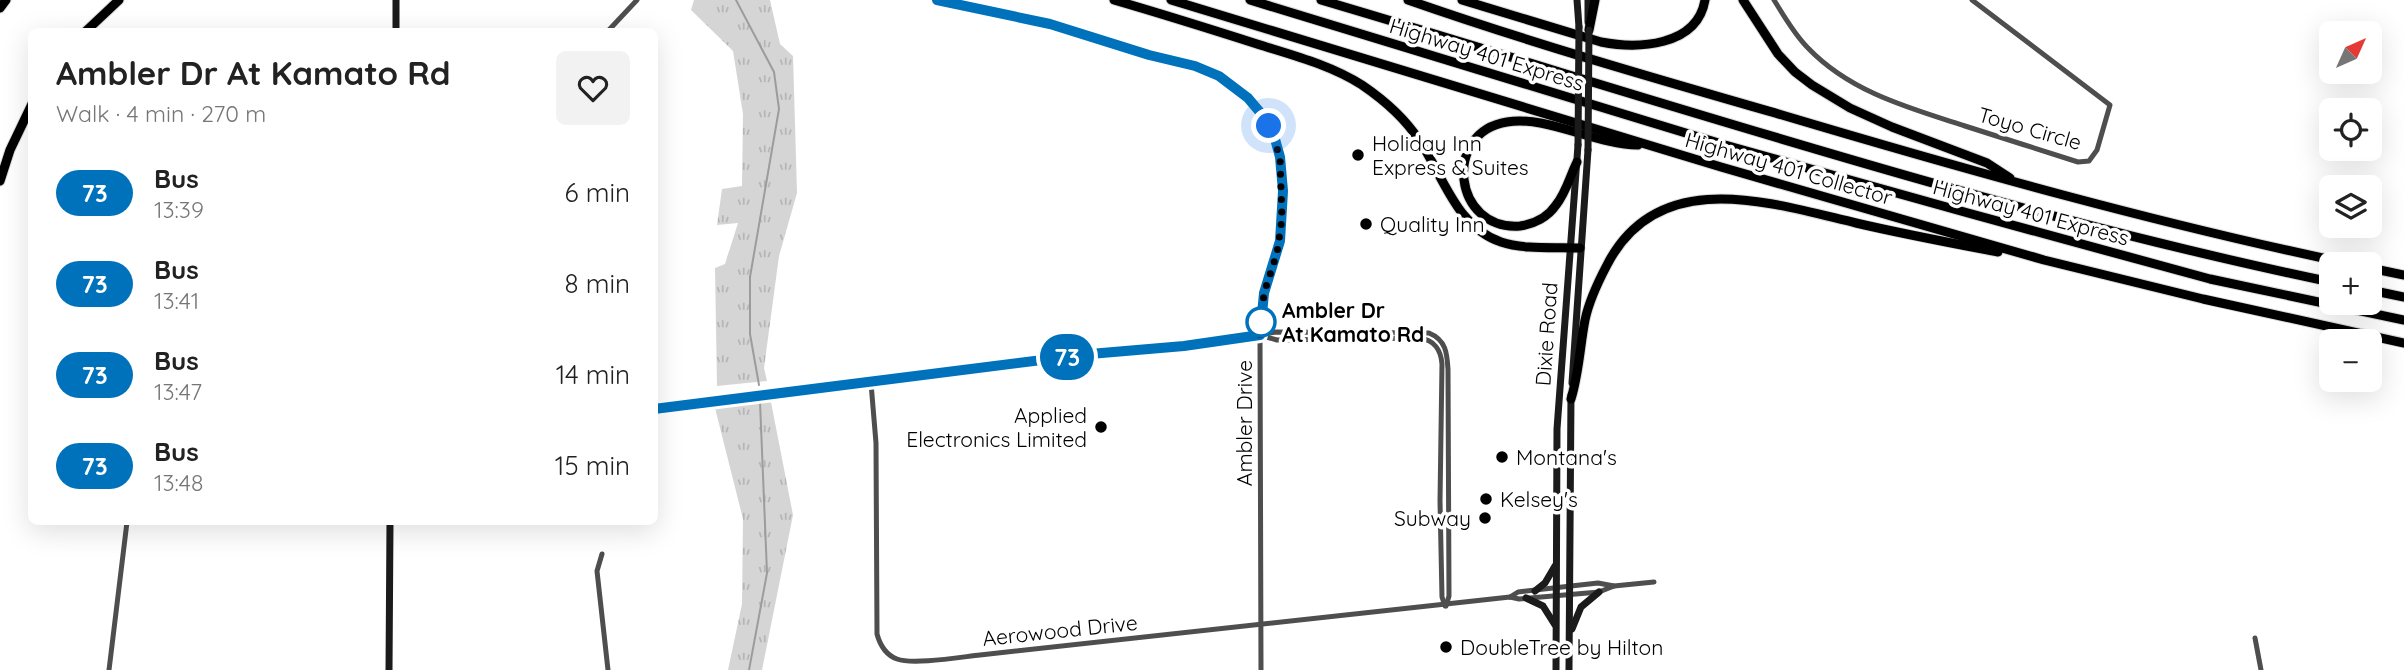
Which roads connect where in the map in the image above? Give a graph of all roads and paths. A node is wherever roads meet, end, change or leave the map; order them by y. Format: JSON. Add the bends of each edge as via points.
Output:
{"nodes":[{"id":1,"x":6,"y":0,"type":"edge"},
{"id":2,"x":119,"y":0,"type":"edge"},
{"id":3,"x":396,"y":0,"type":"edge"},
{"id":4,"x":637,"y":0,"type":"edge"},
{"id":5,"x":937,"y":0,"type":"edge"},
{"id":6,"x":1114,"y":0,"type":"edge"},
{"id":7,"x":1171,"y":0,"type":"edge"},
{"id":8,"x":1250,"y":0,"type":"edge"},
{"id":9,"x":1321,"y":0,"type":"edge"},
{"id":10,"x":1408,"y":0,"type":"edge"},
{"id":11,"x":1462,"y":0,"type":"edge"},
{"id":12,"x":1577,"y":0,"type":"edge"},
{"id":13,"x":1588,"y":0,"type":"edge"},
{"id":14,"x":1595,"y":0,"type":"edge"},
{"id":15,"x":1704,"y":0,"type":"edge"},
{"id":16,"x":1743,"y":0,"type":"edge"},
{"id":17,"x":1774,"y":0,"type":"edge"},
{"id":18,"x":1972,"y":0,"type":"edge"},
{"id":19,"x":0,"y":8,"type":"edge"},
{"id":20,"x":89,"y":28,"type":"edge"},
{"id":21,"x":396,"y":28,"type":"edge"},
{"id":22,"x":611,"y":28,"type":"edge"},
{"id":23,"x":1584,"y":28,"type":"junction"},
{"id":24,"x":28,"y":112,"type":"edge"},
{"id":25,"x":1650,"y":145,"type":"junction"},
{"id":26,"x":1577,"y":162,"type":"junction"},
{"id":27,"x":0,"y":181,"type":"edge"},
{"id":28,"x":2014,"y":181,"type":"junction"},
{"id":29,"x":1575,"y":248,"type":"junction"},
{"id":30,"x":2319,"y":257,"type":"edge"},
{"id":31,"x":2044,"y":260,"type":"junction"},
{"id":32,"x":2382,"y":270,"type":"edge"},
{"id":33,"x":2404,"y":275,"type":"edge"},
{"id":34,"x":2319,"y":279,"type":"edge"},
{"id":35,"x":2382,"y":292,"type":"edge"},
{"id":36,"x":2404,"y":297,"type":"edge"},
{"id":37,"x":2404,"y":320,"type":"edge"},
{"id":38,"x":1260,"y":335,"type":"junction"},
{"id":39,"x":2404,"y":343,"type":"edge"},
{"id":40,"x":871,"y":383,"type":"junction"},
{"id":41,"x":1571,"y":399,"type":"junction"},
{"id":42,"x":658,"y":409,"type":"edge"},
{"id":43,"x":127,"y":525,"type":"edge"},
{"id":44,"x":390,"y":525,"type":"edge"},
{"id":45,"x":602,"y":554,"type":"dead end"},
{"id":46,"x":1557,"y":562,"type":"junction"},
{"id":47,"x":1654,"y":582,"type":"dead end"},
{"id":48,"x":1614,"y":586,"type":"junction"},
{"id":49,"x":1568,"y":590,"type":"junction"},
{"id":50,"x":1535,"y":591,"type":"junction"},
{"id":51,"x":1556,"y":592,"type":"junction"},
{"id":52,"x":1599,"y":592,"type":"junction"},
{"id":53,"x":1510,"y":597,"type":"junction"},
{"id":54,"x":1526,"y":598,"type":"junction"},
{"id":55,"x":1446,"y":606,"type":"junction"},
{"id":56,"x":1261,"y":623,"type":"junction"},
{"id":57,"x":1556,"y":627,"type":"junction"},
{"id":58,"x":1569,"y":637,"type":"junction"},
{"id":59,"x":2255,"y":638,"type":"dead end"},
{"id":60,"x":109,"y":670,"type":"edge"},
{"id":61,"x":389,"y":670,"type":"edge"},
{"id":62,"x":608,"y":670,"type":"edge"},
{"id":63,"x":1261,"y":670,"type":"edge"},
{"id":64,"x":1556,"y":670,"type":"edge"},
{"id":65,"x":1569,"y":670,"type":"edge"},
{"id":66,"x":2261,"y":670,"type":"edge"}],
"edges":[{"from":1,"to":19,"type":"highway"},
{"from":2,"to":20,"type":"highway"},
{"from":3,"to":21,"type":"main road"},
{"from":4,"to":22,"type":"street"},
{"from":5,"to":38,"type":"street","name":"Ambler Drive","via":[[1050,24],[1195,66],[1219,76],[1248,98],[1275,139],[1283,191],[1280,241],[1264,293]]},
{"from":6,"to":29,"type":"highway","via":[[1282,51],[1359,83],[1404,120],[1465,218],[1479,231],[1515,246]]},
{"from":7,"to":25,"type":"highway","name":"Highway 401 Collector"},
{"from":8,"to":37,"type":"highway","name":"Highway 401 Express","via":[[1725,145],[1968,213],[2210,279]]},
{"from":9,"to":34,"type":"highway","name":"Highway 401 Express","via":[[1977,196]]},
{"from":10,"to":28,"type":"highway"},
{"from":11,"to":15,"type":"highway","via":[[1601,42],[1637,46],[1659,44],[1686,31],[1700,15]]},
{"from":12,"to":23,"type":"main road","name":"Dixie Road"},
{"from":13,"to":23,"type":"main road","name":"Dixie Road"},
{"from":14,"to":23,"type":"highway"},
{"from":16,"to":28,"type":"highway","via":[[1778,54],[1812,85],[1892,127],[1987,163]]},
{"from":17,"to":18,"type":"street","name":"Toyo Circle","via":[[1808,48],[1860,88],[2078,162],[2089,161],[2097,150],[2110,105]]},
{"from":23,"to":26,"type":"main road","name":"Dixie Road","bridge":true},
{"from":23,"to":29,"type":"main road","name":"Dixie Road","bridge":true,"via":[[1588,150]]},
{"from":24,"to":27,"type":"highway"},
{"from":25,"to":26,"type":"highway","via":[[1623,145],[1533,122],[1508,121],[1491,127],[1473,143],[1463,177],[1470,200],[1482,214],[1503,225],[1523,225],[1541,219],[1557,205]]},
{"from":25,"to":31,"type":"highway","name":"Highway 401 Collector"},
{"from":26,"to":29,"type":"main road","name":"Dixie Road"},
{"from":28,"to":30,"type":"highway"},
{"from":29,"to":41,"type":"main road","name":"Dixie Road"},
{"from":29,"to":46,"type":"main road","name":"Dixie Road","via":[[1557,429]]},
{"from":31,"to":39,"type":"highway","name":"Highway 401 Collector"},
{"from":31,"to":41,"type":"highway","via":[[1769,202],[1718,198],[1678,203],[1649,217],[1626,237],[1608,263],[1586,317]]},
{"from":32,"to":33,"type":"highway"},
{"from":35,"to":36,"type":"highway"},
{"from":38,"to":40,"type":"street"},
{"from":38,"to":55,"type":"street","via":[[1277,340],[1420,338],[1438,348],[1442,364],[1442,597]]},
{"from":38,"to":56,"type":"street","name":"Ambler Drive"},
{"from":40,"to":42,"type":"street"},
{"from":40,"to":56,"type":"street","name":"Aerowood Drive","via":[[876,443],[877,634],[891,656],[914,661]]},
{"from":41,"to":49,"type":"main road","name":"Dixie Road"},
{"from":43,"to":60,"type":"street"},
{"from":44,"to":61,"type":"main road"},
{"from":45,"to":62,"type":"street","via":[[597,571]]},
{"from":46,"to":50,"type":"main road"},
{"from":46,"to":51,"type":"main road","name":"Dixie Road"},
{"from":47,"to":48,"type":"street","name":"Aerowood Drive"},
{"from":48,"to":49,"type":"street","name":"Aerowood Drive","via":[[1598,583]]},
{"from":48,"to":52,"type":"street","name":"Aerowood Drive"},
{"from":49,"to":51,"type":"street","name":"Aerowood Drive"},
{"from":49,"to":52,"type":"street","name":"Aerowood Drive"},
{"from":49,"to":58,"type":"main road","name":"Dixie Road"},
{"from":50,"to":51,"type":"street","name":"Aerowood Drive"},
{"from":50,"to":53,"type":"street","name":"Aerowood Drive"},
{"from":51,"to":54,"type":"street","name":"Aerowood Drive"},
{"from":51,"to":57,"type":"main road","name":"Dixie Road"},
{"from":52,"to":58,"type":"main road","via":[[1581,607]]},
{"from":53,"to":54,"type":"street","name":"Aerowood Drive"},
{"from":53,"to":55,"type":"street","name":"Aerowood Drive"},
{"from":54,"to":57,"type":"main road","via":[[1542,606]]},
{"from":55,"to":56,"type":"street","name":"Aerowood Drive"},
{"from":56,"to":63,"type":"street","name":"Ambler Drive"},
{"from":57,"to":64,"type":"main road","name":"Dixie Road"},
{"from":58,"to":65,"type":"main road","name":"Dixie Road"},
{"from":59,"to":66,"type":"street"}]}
#####
• _Directions for this task_:
What lines of the data include the word "bridge"? Copy each of them.

• _Answer below_:
{"from":23,"to":26,"type":"main road","name":"Dixie Road","bridge":true},
{"from":23,"to":29,"type":"main road","name":"Dixie Road","bridge":true,"via":[[1588,150]]},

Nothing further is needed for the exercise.